Project Summary/Abstract
Salt-Inducible Kinases (SIKs) were previously identified as the downstream mediators of PTH receptor signaling
in osteocytes in Dr. Yoon’s mentor’s (Dr. Marc Wein) work. Similarly, Dr. Yoon recently reported that PTH receptor
signaling suppresses SIKs to induce Cyp27b1 (vitamin D activating enzyme) expression in kidney to promote
1,25-vitamin D (active form of vitamin D) synthesis. To build on these findings, this project will investigate the
role of SIKs in PTH-induced Cyp24a1 reduction in kidney. Together with previous findings, this work will
demonstrate a novel pathway of how parathyroid hormone (PTH) regulates 1,25-vitamin D. This aim will involve
in-depth bioinformatics training with Dr. Mark Meyer on ChIP-sequencing analysis to identify genomic location(s)
where transcription factors bind to regulate Cyp24a1 in response to PTH or SIK inhibition. Based on these studies,
Dr. Yoon will evaluate the therapeutic potential of SIK inhibition in MBDs with insufficient 1,25-vitamin D levels
and compromised bone health: chronic kidney disease mineral and bone disorder (CKD-MBD) and
hypoparathyroidism (hypoPT).
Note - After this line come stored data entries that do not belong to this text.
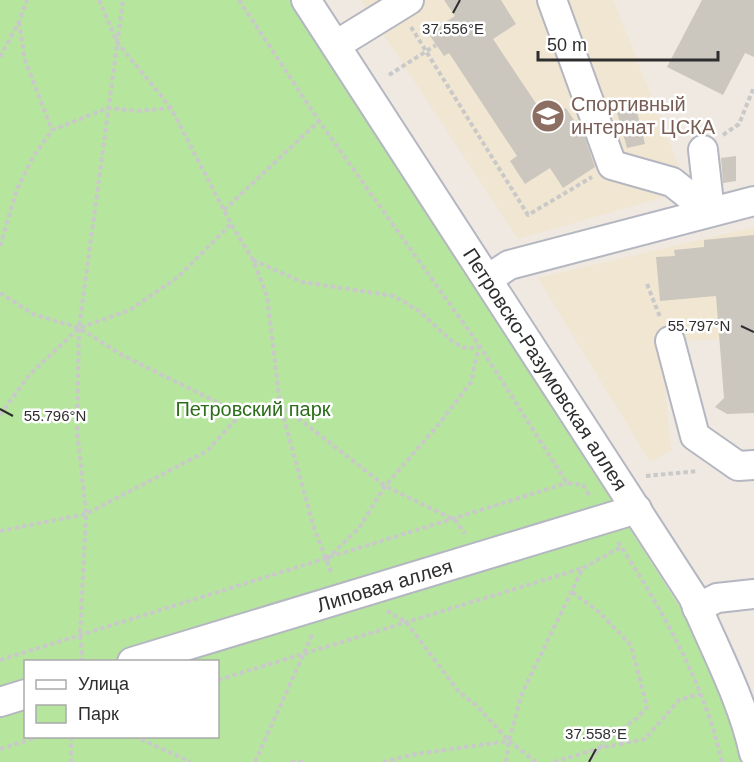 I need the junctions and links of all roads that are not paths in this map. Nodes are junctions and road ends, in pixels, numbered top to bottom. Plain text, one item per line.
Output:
1 (306, 0) edge
2 (552, 0) edge
3 (404, 3) edge
4 (336, 45) junction
5 (703, 150) dead end
6 (754, 201) edge
7 (710, 212) junction
8 (488, 279) junction
9 (670, 341) road end
10 (746, 465) edge
11 (637, 509) junction
12 (754, 594) edge
13 (697, 608) junction
14 (139, 660) edge
15 (24, 695) edge
16 (0, 702) edge
17 (754, 753) edge

1 - 4 street, Петровско-Разумовская аллея
2 - 7 street
3 - 4 street
4 - 8 street, Петровско-Разумовская аллея
5 - 7 street
6 - 7 street
7 - 8 street
8 - 11 street, Петровско-Разумовская аллея
9 - 10 street
11 - 13 street, Петровско-Разумовская аллея
11 - 14 street, Липовая аллея
12 - 13 street
13 - 17 street, Петровско-Разумовская аллея
15 - 16 street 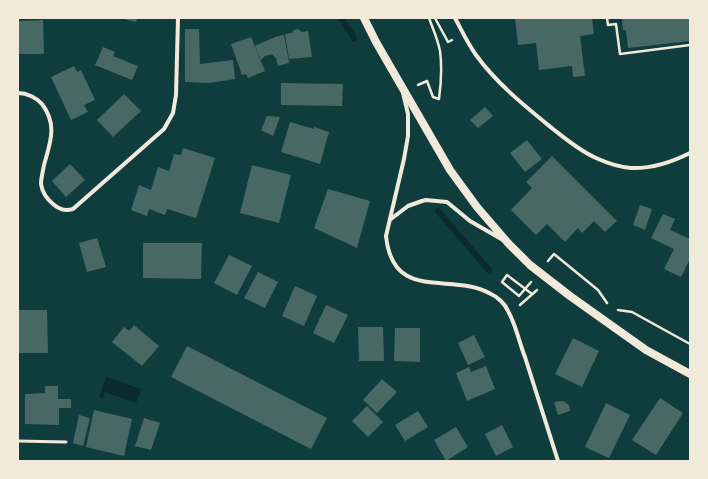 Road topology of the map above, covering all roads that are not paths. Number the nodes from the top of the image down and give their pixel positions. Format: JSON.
{"nodes":[{"id":1,"x":178,"y":18,"type":"edge"},
{"id":2,"x":364,"y":18,"type":"edge"},
{"id":3,"x":455,"y":18,"type":"edge"},
{"id":4,"x":401,"y":85,"type":"junction"},
{"id":5,"x":18,"y":93,"type":"edge"},
{"id":6,"x":690,"y":153,"type":"edge"},
{"id":7,"x":391,"y":220,"type":"junction"},
{"id":8,"x":508,"y":243,"type":"junction"},
{"id":9,"x":690,"y":374,"type":"edge"},
{"id":10,"x":18,"y":441,"type":"edge"},
{"id":11,"x":66,"y":442,"type":"dead end"},
{"id":12,"x":558,"y":461,"type":"edge"}],
"edges":[{"from":1,"to":5,"type":"street"},
{"from":2,"to":4,"type":"main road"},
{"from":3,"to":6,"type":"street"},
{"from":4,"to":7,"type":"street"},
{"from":4,"to":8,"type":"main road"},
{"from":7,"to":8,"type":"street"},
{"from":7,"to":12,"type":"street"},
{"from":8,"to":9,"type":"main road"},
{"from":10,"to":11,"type":"lane"}]}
CKD-MBD has complex pathophysiology with high phosphate and FGF23 levels,
secondary hyper-PT yet blunted PTH actions (resulting in low 1,25-vitamin D) due to PTH-resistance. Here, it is
hypothesized that targeting SIKs, PTH downstream mediators, will bypass PTH-resistance, which could occur
due to abnormalities at the receptor level, and bring PTH-like effects in CKD-MBD by increasing 1,25-vitamin D
synthesis and bone formation. These dual benefits of SIK inhibition will shift the paradigm of how we approach
CKD-MBD. Likewise, we also hypothesize that SIK inhibitor will increase serum calcium and improve bone health
and biomechanical properties in parathyroidectomized mice via stimulating 1,25-vitamin D and bone turnover.
Because there are no effective treatments which can improve both mineral metabolism and bone health in these
MBDs, this study will suggest a novel target in such diseases. Dr. Yoon will acquire mouse surgery skills to create
hypo-PT mouse model with co-mentor Dr. Michael Mannstadt. Moreover, Dr. Yoon will work with Dr. Harald
Jueppner on integrative analysis of mineral metabolism parameters in both translational studies. These studies
will advance knowledge and provide robust training opportunities in the fields on gene regulation, CKD-MBD,
and hypoparathyroidism from a skilled team of experienced mentors. Overall, this career development award
will help Dr. Yoon to achieve her ultimate career goal, to explore molecular mechanisms between mineral and
bone metabolism regulating factors and hormones in physiological and pathological states.

## Key facts

- **NIH application ID:** 10948728
- **Project number:** 1K01DK140632-01
- **Recipient organization:** MASSACHUSETTS GENERAL HOSPITAL
- **Principal Investigator:** Sung-Hee Yoon
- **Activity code:** K01 (R01, R21, SBIR, etc.)
- **Funding institute:** NIH
- **Fiscal year:** 2024
- **Award amount:** $136,230
- **Award type:** 1
- **Project period:** 2024-09-01 → 2029-08-31

## Primary source

NIH RePORTER: https://reporter.nih.gov/project-details/10948728

## Citation

> US National Institutes of Health, RePORTER application 10948728, The Role of Salt-Inducible Kinases in Vitamin D Regulation and Mineral and Bone Metabolism Disorders (1K01DK140632-01). Retrieved via AI Analytics 2026-05-24 from https://api.ai-analytics.org/grant/nih/10948728. Licensed CC0.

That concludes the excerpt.